EXERCISE DETAILS:
Find how many lines of the entries contain the word "Drive", then report that figure alone.

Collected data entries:
******************************

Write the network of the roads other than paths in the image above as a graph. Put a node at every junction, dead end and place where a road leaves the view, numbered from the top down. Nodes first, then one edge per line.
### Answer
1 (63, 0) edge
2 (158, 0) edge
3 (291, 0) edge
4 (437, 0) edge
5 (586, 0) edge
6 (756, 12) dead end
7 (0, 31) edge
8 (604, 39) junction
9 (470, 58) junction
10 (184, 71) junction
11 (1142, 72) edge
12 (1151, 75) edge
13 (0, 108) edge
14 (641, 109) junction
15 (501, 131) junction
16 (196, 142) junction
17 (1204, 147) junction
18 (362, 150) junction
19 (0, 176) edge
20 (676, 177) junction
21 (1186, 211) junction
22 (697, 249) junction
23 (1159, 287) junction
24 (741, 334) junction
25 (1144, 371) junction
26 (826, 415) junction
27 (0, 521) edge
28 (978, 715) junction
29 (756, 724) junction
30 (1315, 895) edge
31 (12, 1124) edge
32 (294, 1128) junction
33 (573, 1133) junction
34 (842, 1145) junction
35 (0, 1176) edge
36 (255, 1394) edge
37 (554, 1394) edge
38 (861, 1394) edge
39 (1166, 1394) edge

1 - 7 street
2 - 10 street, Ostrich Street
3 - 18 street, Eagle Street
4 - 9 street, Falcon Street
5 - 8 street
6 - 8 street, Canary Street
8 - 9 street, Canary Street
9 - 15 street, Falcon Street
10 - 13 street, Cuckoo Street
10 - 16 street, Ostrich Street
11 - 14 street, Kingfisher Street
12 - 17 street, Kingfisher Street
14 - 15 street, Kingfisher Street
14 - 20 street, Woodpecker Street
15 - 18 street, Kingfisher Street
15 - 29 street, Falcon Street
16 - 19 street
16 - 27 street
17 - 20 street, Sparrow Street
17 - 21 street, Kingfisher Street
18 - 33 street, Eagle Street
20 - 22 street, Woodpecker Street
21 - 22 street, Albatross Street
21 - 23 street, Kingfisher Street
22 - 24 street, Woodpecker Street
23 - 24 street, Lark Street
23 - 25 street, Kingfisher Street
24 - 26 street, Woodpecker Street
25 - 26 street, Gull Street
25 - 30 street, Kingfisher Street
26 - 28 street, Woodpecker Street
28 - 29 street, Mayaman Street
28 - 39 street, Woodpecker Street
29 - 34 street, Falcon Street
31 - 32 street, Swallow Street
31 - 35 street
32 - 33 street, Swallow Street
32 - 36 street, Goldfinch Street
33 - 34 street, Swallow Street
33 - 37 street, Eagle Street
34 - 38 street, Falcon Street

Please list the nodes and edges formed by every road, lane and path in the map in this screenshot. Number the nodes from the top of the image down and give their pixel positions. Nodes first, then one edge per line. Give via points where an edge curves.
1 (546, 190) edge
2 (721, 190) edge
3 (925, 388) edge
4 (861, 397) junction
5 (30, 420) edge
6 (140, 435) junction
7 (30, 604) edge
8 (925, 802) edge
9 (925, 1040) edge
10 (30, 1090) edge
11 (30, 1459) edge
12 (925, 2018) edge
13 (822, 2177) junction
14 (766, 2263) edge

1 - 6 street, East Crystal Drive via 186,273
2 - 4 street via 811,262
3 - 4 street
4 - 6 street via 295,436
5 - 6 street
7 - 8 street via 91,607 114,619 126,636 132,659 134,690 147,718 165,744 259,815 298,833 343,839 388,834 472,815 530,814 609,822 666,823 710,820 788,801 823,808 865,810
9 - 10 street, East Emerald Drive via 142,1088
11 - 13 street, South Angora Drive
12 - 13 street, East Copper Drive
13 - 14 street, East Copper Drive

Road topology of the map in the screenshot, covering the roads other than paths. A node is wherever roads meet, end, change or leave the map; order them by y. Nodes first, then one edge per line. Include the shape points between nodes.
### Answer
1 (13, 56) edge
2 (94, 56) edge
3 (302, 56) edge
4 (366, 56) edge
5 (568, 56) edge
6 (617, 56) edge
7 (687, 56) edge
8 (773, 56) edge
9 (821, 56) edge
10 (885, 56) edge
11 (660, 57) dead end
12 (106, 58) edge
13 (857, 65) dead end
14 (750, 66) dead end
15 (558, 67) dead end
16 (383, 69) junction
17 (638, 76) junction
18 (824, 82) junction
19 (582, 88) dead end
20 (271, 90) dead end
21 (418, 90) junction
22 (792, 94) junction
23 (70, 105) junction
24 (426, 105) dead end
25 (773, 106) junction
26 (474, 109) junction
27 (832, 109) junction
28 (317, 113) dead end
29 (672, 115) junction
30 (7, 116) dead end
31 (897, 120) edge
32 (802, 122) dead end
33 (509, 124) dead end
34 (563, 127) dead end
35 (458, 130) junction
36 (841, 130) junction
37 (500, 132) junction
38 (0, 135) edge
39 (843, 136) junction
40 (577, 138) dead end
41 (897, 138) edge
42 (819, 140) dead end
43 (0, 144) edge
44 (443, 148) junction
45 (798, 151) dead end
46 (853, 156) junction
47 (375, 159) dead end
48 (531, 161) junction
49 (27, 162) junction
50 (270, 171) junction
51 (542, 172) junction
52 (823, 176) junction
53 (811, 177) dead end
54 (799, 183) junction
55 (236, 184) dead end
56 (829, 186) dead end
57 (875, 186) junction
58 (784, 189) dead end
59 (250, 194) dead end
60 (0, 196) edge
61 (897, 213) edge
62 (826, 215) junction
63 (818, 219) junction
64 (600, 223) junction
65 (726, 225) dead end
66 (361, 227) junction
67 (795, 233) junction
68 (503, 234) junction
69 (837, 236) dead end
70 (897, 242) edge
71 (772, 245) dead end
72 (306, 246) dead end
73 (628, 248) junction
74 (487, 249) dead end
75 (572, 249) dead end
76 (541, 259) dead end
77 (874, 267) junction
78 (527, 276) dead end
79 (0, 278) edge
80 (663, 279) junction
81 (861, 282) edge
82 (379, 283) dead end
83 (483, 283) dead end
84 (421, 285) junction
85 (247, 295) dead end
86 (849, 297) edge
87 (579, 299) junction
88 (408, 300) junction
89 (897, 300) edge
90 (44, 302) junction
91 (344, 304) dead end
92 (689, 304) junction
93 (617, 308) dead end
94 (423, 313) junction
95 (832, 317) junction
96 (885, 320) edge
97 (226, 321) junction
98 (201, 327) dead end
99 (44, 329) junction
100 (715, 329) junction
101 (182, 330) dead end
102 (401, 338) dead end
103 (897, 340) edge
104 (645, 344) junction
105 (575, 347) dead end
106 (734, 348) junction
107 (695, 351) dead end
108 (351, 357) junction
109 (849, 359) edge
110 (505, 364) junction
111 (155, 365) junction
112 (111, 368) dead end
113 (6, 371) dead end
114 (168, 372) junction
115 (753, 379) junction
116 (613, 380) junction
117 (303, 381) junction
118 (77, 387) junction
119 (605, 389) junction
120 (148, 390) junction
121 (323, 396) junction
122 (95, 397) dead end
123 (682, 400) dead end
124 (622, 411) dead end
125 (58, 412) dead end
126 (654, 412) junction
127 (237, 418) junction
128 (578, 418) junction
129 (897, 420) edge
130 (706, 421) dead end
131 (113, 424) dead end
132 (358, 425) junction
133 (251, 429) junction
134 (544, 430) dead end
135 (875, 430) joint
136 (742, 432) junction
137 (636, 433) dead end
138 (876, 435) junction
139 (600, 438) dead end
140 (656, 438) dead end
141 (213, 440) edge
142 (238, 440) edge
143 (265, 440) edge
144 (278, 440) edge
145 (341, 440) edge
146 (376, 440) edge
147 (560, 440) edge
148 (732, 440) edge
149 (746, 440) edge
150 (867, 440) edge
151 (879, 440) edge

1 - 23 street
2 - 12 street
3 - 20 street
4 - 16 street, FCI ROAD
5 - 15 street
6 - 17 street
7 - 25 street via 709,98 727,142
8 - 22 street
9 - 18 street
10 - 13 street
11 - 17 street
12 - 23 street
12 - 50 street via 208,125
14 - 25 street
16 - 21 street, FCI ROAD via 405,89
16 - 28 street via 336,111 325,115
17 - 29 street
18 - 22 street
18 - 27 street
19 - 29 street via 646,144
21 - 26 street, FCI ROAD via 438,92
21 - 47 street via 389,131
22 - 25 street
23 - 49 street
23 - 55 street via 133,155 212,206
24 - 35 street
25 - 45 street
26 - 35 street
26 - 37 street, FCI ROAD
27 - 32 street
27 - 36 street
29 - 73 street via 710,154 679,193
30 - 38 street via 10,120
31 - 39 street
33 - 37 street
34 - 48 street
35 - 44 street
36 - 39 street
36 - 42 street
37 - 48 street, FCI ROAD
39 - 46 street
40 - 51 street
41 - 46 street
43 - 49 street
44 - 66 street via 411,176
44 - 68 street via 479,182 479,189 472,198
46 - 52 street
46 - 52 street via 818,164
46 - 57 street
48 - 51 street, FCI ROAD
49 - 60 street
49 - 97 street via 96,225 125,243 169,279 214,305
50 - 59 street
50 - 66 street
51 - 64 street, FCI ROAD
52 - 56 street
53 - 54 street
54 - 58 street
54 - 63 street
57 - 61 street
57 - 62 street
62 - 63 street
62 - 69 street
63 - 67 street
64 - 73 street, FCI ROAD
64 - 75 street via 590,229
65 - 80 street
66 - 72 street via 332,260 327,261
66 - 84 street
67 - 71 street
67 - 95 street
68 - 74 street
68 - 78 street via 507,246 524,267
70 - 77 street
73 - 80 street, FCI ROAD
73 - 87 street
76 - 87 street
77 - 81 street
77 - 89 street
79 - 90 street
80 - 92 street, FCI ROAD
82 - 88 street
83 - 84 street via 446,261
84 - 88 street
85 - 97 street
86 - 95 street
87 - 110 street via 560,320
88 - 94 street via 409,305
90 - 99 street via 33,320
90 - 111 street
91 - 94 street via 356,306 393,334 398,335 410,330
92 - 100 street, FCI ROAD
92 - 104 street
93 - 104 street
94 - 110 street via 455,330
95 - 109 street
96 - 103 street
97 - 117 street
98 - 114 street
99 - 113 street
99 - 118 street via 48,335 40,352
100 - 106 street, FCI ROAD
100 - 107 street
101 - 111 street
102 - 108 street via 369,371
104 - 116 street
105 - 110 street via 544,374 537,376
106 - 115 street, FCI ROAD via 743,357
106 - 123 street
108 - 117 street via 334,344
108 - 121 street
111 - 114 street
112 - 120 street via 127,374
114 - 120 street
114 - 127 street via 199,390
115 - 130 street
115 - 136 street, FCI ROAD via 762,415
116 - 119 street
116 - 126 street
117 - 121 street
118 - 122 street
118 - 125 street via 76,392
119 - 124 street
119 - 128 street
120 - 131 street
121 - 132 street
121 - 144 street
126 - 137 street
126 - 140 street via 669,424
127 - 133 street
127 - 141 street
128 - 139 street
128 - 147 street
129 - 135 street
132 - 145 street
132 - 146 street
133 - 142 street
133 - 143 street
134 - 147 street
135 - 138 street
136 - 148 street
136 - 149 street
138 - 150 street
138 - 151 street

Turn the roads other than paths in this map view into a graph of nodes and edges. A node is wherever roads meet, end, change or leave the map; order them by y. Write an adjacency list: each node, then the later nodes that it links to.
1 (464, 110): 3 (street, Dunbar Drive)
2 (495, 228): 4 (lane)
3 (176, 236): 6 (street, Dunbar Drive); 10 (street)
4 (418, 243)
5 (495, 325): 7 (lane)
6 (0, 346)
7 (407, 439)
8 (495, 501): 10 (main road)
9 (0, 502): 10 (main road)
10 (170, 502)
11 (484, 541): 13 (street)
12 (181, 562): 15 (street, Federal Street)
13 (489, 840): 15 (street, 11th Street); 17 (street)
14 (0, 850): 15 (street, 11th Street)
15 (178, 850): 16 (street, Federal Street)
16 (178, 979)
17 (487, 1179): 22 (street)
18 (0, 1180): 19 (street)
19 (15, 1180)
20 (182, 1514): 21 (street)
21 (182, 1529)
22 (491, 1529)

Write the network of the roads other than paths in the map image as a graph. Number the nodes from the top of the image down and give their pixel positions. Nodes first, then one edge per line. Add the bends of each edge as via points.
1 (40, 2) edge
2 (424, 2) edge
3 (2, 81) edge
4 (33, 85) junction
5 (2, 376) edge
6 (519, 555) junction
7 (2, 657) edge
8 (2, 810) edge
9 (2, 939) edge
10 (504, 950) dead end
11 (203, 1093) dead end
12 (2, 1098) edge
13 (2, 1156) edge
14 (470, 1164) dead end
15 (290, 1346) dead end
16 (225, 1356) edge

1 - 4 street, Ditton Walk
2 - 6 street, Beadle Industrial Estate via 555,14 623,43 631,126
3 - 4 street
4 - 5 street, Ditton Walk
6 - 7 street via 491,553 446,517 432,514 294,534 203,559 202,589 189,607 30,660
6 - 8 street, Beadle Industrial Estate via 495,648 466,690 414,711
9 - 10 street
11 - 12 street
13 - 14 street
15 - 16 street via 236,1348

******************************

WRITTEN RESPONSE:
7